WORK INSTRUCTIONS:
Each line below that contains the word "Basuki" must be copied.

** THE INPUT follows **

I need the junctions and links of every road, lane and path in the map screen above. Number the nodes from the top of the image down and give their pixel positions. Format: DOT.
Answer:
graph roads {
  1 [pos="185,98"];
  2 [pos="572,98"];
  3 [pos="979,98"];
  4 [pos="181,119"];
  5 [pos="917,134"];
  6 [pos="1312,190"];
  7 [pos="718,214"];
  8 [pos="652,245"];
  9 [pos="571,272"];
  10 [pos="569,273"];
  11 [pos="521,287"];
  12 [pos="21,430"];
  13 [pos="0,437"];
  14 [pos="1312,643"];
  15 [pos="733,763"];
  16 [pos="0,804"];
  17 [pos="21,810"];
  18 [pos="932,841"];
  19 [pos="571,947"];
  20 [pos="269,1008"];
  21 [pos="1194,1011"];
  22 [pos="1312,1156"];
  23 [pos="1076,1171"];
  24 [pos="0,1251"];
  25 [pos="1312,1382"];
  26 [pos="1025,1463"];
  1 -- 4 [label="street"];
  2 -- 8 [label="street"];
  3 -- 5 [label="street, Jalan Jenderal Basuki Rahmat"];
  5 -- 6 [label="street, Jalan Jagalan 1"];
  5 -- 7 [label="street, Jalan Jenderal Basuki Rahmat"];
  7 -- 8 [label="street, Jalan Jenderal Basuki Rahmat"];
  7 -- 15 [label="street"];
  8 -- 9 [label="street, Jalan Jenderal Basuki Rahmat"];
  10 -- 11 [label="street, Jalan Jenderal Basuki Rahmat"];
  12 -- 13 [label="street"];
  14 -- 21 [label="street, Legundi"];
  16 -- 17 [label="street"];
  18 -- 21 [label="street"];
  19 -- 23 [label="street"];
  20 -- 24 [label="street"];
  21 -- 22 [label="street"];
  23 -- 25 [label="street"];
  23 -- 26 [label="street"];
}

** End of THE INPUT **

SOLUTION:
  3 -- 5 [label="street, Jalan Jenderal Basuki Rahmat"];
  5 -- 7 [label="street, Jalan Jenderal Basuki Rahmat"];
  7 -- 8 [label="street, Jalan Jenderal Basuki Rahmat"];
  8 -- 9 [label="street, Jalan Jenderal Basuki Rahmat"];
  10 -- 11 [label="street, Jalan Jenderal Basuki Rahmat"];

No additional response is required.